Stored data
---
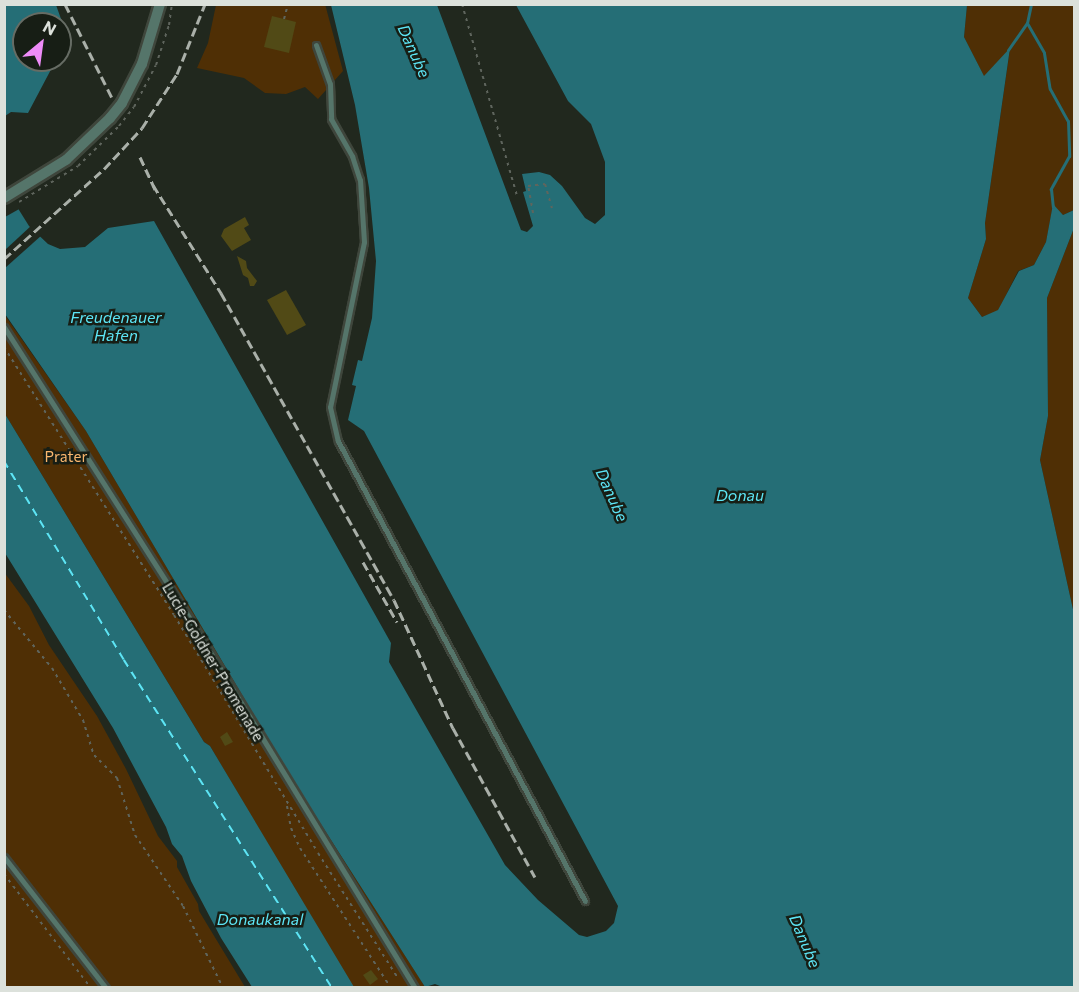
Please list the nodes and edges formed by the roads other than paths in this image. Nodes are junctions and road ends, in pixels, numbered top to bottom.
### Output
1 (160, 4) edge
2 (316, 45) dead end
3 (9, 202) edge
4 (4, 327) edge
5 (4, 856) edge
6 (585, 901) dead end
7 (106, 987) edge
8 (415, 987) edge

1 - 3 street
2 - 6 lane
4 - 8 lane
5 - 7 lane

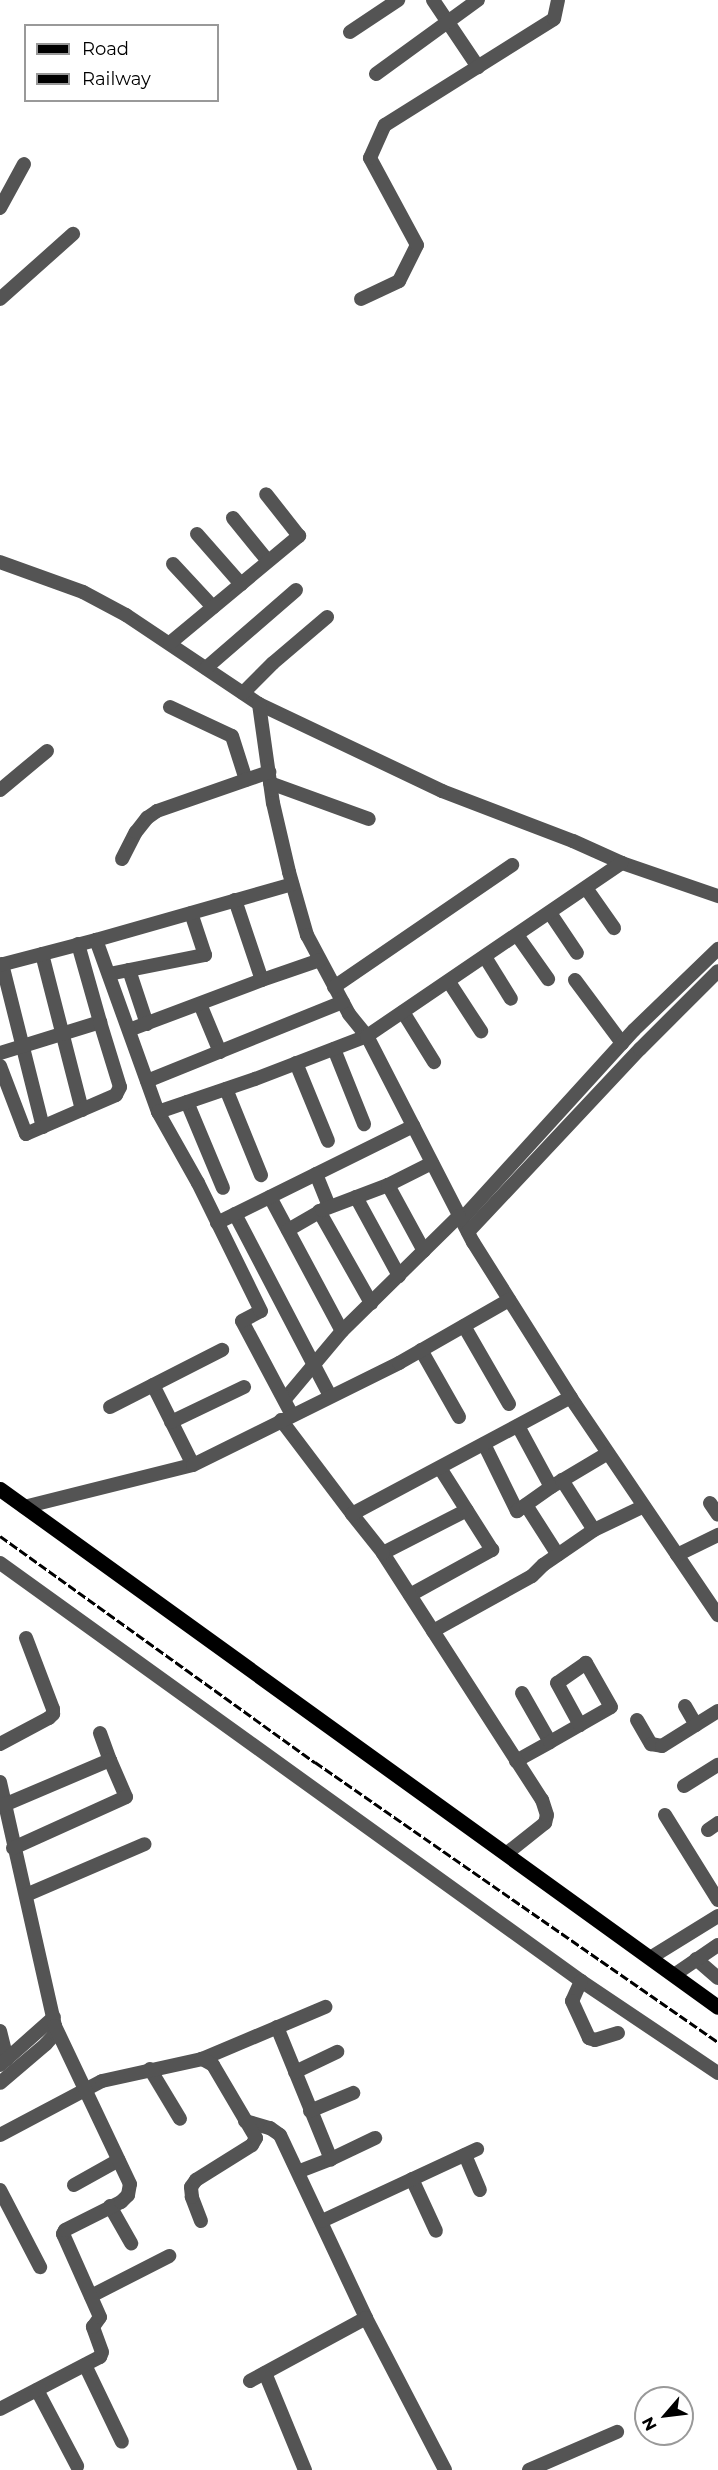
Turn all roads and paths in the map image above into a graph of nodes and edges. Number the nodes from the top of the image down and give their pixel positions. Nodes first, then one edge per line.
1 (398, 0) edge
2 (433, 0) edge
3 (478, 0) edge
4 (558, 0) edge
5 (447, 22) junction
6 (351, 32) dead end
7 (478, 67) junction
8 (376, 74) dead end
9 (24, 164) dead end
10 (0, 208) edge
11 (73, 234) dead end
12 (0, 299) edge
13 (361, 299) dead end
14 (266, 494) dead end
15 (233, 518) dead end
16 (197, 534) dead end
17 (268, 561) junction
18 (0, 562) edge
19 (173, 564) dead end
20 (241, 584) junction
21 (296, 590) dead end
22 (213, 607) junction
23 (327, 617) dead end
24 (170, 643) junction
25 (206, 668) junction
26 (243, 693) junction
27 (259, 704) junction
28 (170, 707) dead end
29 (47, 751) dead end
30 (270, 777) junction
31 (246, 780) junction
32 (0, 790) edge
33 (369, 819) dead end
34 (122, 859) dead end
35 (621, 863) junction
36 (512, 865) dead end
37 (292, 884) junction
38 (586, 888) junction
39 (718, 896) edge
40 (235, 900) junction
41 (191, 913) junction
42 (550, 913) junction
43 (614, 928) dead end
44 (517, 935) junction
45 (96, 940) junction
46 (78, 944) junction
47 (718, 949) edge
48 (577, 953) dead end
49 (42, 954) junction
50 (485, 957) junction
51 (320, 960) junction
52 (1, 964) edge
53 (129, 970) junction
54 (718, 971) edge
55 (109, 974) junction
56 (548, 979) dead end
57 (262, 980) junction
58 (575, 980) dead end
59 (449, 982) junction
60 (334, 987) junction
61 (511, 999) dead end
62 (343, 1002) junction
63 (200, 1004) junction
64 (404, 1012) junction
65 (100, 1022) junction
66 (147, 1024) junction
67 (129, 1030) junction
68 (481, 1031) dead end
69 (63, 1034) junction
70 (367, 1036) junction
71 (622, 1043) junction
72 (23, 1046) junction
73 (334, 1048) junction
74 (220, 1052) junction
75 (0, 1053) edge
76 (434, 1062) dead end
77 (296, 1063) junction
78 (0, 1066) edge
79 (147, 1081) junction
80 (226, 1089) junction
81 (187, 1102) junction
82 (82, 1110) junction
83 (158, 1112) junction
84 (364, 1124) dead end
85 (413, 1126) junction
86 (44, 1127) junction
87 (328, 1140) dead end
88 (432, 1163) junction
89 (316, 1174) junction
90 (261, 1175) dead end
91 (388, 1185) junction
92 (223, 1188) dead end
93 (270, 1197) junction
94 (356, 1197) junction
95 (324, 1209) junction
96 (235, 1214) junction
97 (217, 1222) junction
98 (463, 1223) junction
99 (288, 1230) junction
100 (424, 1251) junction
101 (399, 1276) junction
102 (509, 1299) junction
103 (371, 1303) junction
104 (464, 1326) junction
105 (342, 1331) junction
106 (222, 1350) dead end
107 (421, 1350) junction
108 (314, 1364) junction
109 (153, 1385) junction
110 (244, 1387) dead end
111 (330, 1396) junction
112 (571, 1397) junction
113 (285, 1398) junction
114 (509, 1404) dead end
115 (110, 1407) dead end
116 (459, 1417) dead end
117 (286, 1418) junction
118 (171, 1422) junction
119 (518, 1426) junction
120 (484, 1444) junction
121 (608, 1453) junction
122 (193, 1465) junction
123 (440, 1468) junction
124 (556, 1484) junction
125 (0, 1489) edge
126 (710, 1503) dead end
127 (526, 1505) junction
128 (24, 1506) junction
129 (644, 1506) junction
130 (467, 1510) junction
131 (352, 1514) junction
132 (718, 1515) edge
133 (594, 1530) junction
134 (718, 1535) edge
135 (383, 1553) junction
136 (558, 1555) junction
137 (677, 1555) junction
138 (0, 1563) edge
139 (410, 1595) junction
140 (718, 1616) edge
141 (433, 1631) junction
142 (26, 1638) dead end
143 (522, 1693) dead end
144 (685, 1706) dead end
145 (718, 1712) edge
146 (637, 1720) dead end
147 (580, 1725) dead end
148 (696, 1725) junction
149 (100, 1733) dead end
150 (550, 1742) junction
151 (0, 1744) edge
152 (110, 1760) junction
153 (516, 1761) junction
154 (718, 1765) edge
155 (0, 1782) edge
156 (684, 1786) dead end
157 (4, 1805) junction
158 (665, 1815) dead end
159 (4, 1828) edge
160 (145, 1844) dead end
161 (13, 1848) junction
162 (506, 1854) junction
163 (26, 1895) junction
164 (718, 1900) edge
165 (718, 1916) edge
166 (718, 1945) edge
167 (650, 1958) junction
168 (696, 1959) junction
169 (674, 1975) junction
170 (718, 1978) edge
171 (581, 1981) junction
172 (717, 2004) edge
173 (326, 2007) dead end
174 (54, 2022) junction
175 (277, 2028) junction
176 (0, 2031) edge
177 (618, 2033) dead end
178 (337, 2052) dead end
179 (202, 2059) junction
180 (3, 2062) edge
181 (150, 2069) junction
182 (295, 2072) junction
183 (718, 2073) edge
184 (0, 2083) edge
185 (84, 2090) junction
186 (353, 2093) dead end
187 (310, 2111) junction
188 (180, 2119) dead end
189 (245, 2121) junction
190 (0, 2135) edge
191 (375, 2138) dead end
192 (330, 2159) junction
193 (119, 2160) junction
194 (299, 2171) junction
195 (412, 2179) junction
196 (74, 2185) dead end
197 (0, 2190) edge
198 (480, 2190) dead end
199 (110, 2206) junction
200 (201, 2221) dead end
201 (322, 2221) junction
202 (436, 2230) dead end
203 (131, 2243) dead end
204 (169, 2256) dead end
205 (40, 2267) dead end
206 (91, 2296) junction
207 (366, 2318) junction
208 (85, 2365) junction
209 (265, 2373) junction
210 (250, 2381) dead end
211 (37, 2390) junction
212 (0, 2409) edge
213 (617, 2432) dead end
214 (122, 2442) dead end
215 (76, 2466) dead end
216 (305, 2470) edge
217 (446, 2470) edge
218 (529, 2470) edge

1 - 6 street
2 - 5 street
3 - 5 street
4 - 7 street
5 - 7 street
5 - 8 street
7 - 13 street
9 - 10 street
11 - 12 street
14 - 17 street
15 - 17 street
16 - 20 street
17 - 20 street
18 - 24 street
19 - 22 street
20 - 22 street
21 - 25 street
22 - 24 street
23 - 26 street
24 - 25 street
25 - 26 street
26 - 27 street
27 - 30 street
27 - 35 street
28 - 31 street
29 - 32 street
30 - 31 street
30 - 33 street
30 - 37 street
31 - 34 street
35 - 38 street
35 - 39 street
36 - 60 street
37 - 40 street
37 - 51 street
38 - 42 street
38 - 43 street
40 - 41 street
40 - 57 street
41 - 45 street
41 - 53 street
42 - 44 street
42 - 48 street
44 - 50 street
44 - 56 street
45 - 46 street
45 - 55 street
46 - 49 street
46 - 65 street
47 - 71 street
49 - 52 street
49 - 69 street
50 - 59 street
50 - 61 street
51 - 57 street
51 - 60 street
52 - 72 street
53 - 55 street
53 - 66 street
54 - 98 street
55 - 67 street
57 - 63 street
58 - 71 street
59 - 64 street
59 - 68 street
60 - 62 street
62 - 70 street
62 - 74 street
63 - 66 street
63 - 74 street
64 - 70 street
64 - 76 street
65 - 69 street
65 - 82 street
66 - 67 street
67 - 79 street
69 - 72 street
69 - 82 street
70 - 73 street
70 - 85 street
71 - 98 street
72 - 75 street
72 - 86 street
73 - 77 street
73 - 84 street
74 - 79 street
77 - 80 street
77 - 87 street
78 - 86 street
79 - 83 street
80 - 81 street
80 - 90 street
81 - 83 street
81 - 92 street
82 - 86 street
83 - 97 street
85 - 88 street
85 - 89 street
88 - 91 street
88 - 98 street
89 - 93 street
89 - 95 street
91 - 94 street
91 - 100 street
93 - 96 street
93 - 99 street
94 - 95 street
94 - 101 street
95 - 99 street
95 - 103 street
96 - 97 street
96 - 108 street
97 - 113 street
98 - 100 street
98 - 102 street
99 - 105 street
100 - 101 street
101 - 103 street
102 - 104 street
102 - 112 street
103 - 105 street
104 - 107 street
104 - 114 street
105 - 108 street
106 - 109 street
107 - 111 street
107 - 116 street
108 - 111 street
108 - 113 street
109 - 115 street
109 - 118 street
110 - 118 street
111 - 117 street
112 - 119 street
112 - 121 street
113 - 117 street
117 - 122 street
117 - 131 street
118 - 122 street
119 - 120 street
119 - 124 street
120 - 123 street
120 - 127 street
121 - 124 street
121 - 129 street
122 - 128 street
123 - 130 street
123 - 131 street
124 - 127 street
124 - 133 street
125 - 128 main road
126 - 132 street
127 - 136 street
128 - 162 main road
129 - 133 street
129 - 137 street
130 - 135 street
130 - 139 street
131 - 135 street
133 - 136 street
134 - 137 street
135 - 139 street
136 - 141 street
137 - 140 street
138 - 171 street
139 - 141 street
141 - 153 street
142 - 151 street
143 - 150 street
144 - 148 street
145 - 148 street
146 - 148 street
147 - 150 street
149 - 152 street
150 - 153 street
152 - 157 street
152 - 161 street
153 - 162 street
154 - 156 street
155 - 157 street
157 - 159 street
158 - 164 street
159 - 161 street
160 - 163 street
161 - 163 street
162 - 167 main road
163 - 174 street
165 - 167 street
166 - 168 street
167 - 169 main road
168 - 169 street
168 - 170 street
169 - 172 main road
171 - 177 street
171 - 183 street
173 - 175 street
174 - 180 street
174 - 184 street
174 - 185 street
175 - 179 street
175 - 182 street
176 - 180 street
178 - 182 street
179 - 181 street
179 - 189 street
181 - 185 street
181 - 188 street
182 - 187 street
185 - 190 street
185 - 193 street
186 - 187 street
187 - 192 street
189 - 194 street
189 - 200 street
191 - 192 street
192 - 194 street
193 - 196 street
193 - 199 street
194 - 201 street
195 - 198 street
195 - 201 street
195 - 202 street
197 - 205 street
199 - 203 street
199 - 206 street
201 - 207 street
204 - 206 street
206 - 208 street
207 - 209 street
207 - 217 street
208 - 211 street
208 - 214 street
209 - 210 street
209 - 216 street
211 - 212 street
211 - 215 street
213 - 218 street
---
Brief » If a line in the entries above holds "image", include it in the count; report nothing but the resulting number.

Answer box » 2